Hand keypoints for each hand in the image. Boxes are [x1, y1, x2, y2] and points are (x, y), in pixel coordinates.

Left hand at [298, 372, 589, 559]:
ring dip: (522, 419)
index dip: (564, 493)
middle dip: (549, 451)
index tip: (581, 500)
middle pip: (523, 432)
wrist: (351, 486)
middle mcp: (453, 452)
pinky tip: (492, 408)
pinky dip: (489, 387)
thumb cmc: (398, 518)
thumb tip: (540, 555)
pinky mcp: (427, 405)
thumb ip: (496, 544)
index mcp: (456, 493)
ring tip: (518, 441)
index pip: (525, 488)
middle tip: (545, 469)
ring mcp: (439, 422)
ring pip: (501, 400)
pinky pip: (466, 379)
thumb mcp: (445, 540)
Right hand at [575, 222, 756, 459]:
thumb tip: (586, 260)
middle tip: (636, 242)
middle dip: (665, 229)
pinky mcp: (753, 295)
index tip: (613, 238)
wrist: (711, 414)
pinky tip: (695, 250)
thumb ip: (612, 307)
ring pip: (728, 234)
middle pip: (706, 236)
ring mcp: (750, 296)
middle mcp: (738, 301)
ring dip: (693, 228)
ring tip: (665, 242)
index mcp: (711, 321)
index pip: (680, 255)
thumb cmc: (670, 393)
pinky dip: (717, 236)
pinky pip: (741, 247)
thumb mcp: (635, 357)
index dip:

__Problem details__: Starting at the line that contains "middle mcp: (738, 301)", copy each line exactly through the end of the listing above. Include that first line and the last one, and add nothing.

__Exercise output__:
middle mcp: (738, 301)
ring dip: (693, 228)
ring tip: (665, 242)
index mcp: (711, 321)
index pip: (680, 255)
thumb cmc: (670, 393)
pinky dip: (717, 236)
pinky pip: (741, 247)
thumb mcp: (635, 357)
index dip:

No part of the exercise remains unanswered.